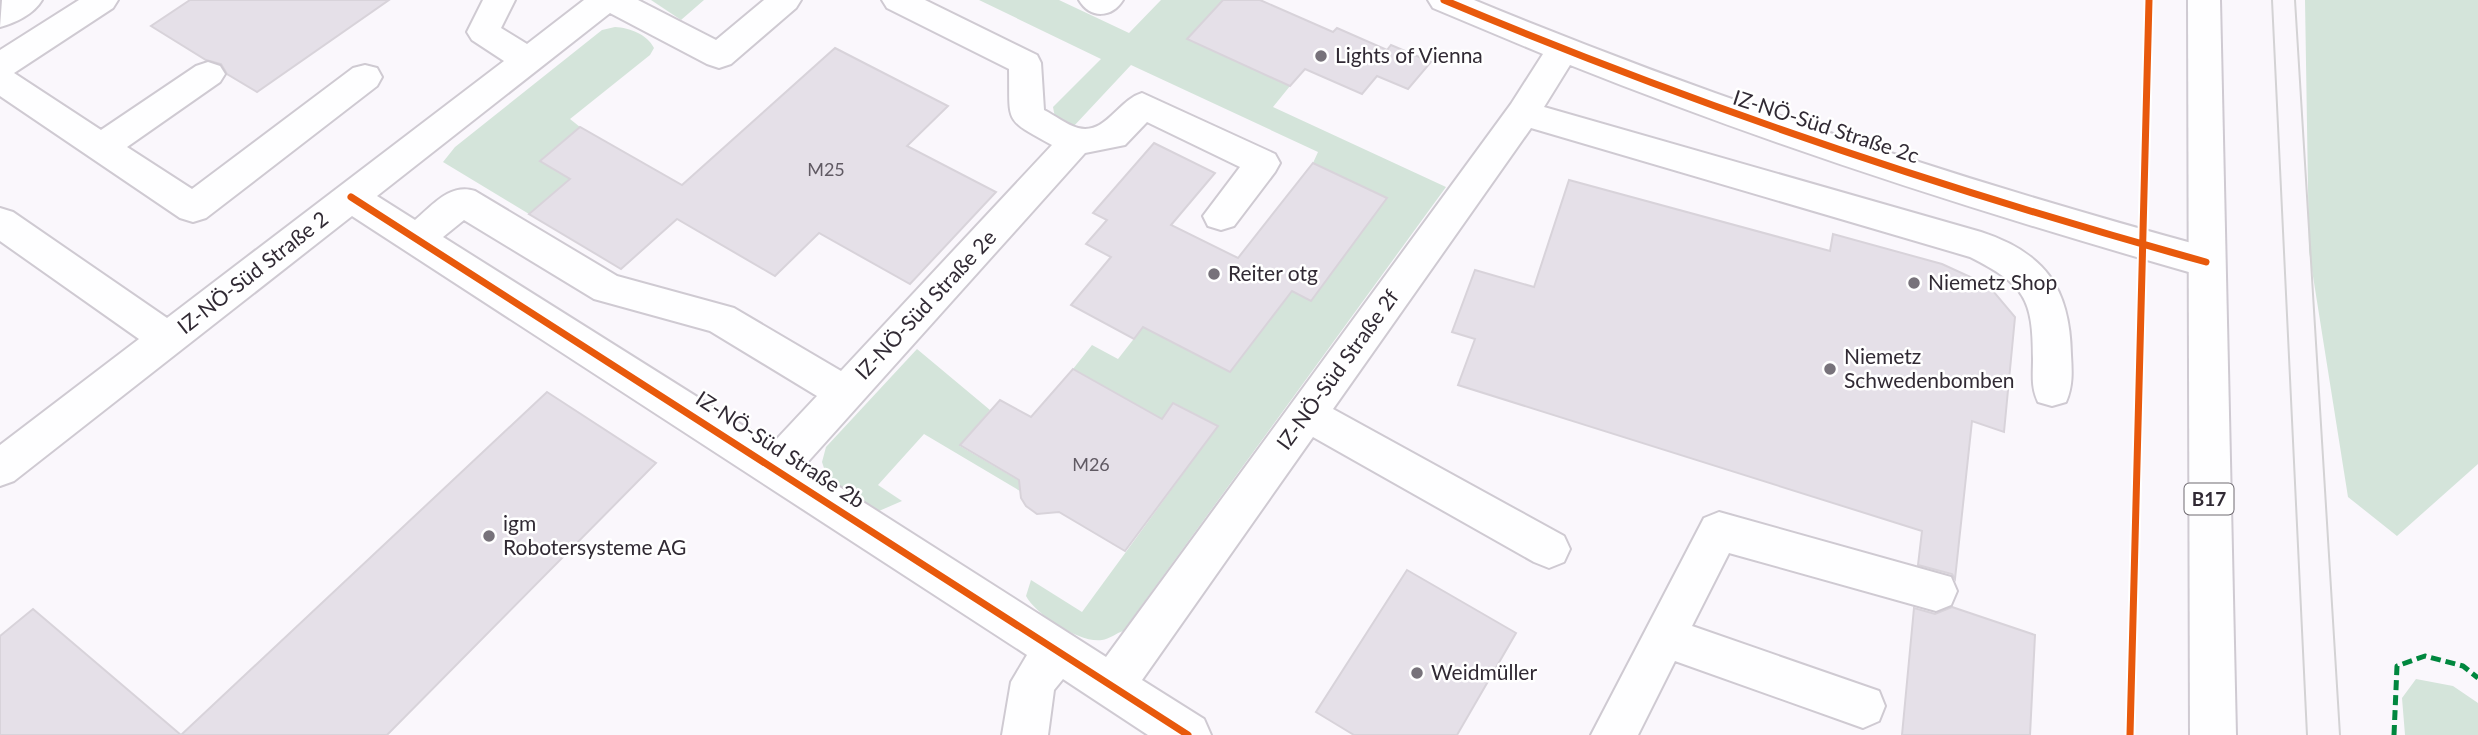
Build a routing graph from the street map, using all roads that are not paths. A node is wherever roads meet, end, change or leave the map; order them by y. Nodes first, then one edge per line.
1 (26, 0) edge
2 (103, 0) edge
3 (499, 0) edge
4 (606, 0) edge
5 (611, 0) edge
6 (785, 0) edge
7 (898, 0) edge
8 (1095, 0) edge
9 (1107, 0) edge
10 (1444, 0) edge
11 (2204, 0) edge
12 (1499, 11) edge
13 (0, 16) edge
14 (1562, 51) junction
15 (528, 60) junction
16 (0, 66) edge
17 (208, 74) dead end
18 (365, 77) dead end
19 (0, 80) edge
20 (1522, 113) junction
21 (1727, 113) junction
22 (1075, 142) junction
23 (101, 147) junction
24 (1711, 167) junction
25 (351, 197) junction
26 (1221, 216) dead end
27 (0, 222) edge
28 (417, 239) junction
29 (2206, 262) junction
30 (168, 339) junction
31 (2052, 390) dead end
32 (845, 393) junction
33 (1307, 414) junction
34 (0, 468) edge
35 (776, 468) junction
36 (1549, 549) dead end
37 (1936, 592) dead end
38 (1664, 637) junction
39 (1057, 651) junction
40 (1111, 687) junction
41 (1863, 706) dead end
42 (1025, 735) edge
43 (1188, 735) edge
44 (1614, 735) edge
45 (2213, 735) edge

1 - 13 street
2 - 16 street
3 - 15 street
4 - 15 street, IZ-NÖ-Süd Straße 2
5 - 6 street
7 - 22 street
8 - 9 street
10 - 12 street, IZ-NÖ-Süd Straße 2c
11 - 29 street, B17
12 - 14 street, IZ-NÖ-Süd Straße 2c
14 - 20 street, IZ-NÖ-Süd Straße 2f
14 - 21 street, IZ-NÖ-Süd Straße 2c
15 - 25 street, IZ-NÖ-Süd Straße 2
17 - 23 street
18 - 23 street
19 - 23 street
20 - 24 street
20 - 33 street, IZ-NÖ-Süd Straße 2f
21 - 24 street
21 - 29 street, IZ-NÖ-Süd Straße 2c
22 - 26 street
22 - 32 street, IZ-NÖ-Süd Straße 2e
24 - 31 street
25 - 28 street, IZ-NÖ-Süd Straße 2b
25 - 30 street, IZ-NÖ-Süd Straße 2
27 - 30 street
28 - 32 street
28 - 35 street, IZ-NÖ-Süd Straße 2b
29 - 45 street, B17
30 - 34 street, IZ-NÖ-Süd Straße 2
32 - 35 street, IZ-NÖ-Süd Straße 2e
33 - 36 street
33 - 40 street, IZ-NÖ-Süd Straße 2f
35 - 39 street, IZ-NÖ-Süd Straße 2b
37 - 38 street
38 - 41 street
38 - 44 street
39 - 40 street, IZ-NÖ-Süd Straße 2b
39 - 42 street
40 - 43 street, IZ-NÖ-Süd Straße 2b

________________________________________

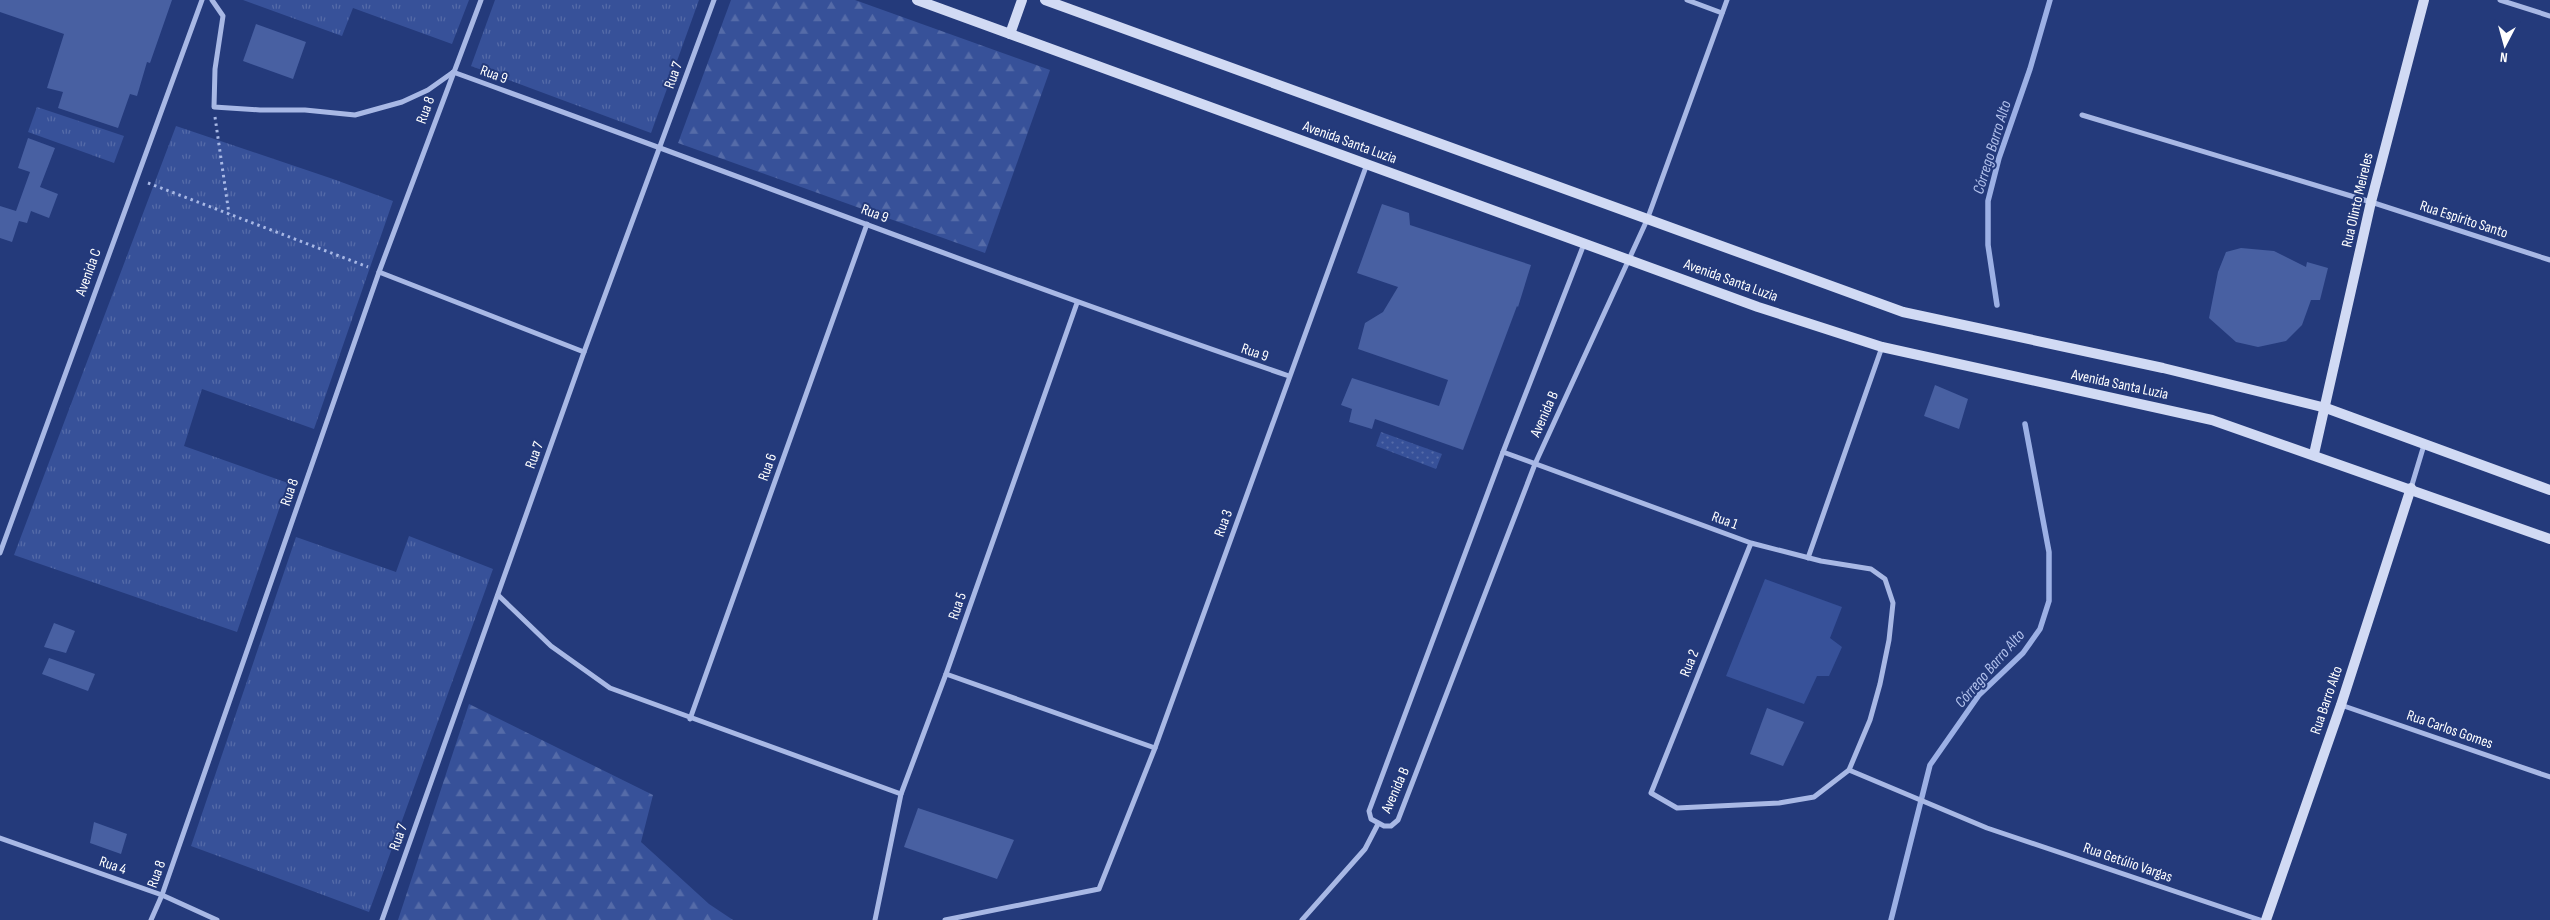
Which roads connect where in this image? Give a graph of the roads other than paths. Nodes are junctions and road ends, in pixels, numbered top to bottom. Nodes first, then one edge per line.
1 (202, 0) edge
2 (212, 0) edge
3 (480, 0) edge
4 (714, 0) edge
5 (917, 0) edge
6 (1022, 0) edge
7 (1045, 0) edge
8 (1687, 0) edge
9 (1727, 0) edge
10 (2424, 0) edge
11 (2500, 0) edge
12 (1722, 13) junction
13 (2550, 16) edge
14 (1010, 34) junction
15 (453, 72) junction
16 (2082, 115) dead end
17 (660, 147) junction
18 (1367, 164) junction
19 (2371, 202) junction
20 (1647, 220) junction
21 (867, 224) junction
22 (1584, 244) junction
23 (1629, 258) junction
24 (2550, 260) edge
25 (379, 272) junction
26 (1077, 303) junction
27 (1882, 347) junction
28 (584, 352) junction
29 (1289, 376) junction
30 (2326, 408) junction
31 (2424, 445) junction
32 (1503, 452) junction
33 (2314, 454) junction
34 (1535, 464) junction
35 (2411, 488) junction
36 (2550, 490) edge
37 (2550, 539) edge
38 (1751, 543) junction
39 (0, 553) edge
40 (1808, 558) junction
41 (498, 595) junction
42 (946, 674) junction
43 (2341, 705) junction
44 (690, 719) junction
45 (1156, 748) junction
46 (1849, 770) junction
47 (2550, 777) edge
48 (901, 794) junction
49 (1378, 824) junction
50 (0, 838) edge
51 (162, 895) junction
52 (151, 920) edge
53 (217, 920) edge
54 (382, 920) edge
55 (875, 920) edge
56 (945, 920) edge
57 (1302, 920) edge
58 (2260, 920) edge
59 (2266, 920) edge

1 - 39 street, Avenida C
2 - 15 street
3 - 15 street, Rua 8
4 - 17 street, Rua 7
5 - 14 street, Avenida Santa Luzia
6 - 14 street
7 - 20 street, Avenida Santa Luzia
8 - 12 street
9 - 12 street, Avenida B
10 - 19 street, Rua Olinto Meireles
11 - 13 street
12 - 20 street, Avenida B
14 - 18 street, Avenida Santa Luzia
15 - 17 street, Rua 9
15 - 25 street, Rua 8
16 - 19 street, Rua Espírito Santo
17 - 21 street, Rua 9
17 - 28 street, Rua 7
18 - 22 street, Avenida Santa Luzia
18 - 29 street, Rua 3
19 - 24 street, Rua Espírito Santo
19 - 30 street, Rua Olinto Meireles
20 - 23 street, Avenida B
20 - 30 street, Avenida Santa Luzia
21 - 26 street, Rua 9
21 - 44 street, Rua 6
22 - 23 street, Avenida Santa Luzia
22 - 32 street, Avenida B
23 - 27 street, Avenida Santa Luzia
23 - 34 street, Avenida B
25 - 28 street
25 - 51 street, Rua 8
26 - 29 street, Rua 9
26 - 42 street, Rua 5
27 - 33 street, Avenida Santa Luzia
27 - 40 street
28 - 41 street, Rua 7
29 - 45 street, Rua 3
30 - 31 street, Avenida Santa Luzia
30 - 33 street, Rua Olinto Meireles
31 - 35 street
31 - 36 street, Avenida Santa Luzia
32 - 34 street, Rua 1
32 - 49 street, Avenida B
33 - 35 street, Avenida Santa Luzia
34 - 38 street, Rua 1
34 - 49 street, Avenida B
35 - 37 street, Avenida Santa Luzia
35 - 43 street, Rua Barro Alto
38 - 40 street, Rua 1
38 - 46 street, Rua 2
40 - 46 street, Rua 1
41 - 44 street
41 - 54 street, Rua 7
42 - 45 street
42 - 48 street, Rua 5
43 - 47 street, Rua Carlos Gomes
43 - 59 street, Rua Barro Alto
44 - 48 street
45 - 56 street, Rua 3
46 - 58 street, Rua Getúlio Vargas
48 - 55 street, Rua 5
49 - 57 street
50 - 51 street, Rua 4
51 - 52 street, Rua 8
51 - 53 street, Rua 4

________________________________________

§ **Exercise aim**
Given the word "dead", show every line of the records that contains it.

§ **The answer**
17 (208, 74) dead end
18 (365, 77) dead end
26 (1221, 216) dead end
31 (2052, 390) dead end
36 (1549, 549) dead end
37 (1936, 592) dead end
41 (1863, 706) dead end
16 (2082, 115) dead end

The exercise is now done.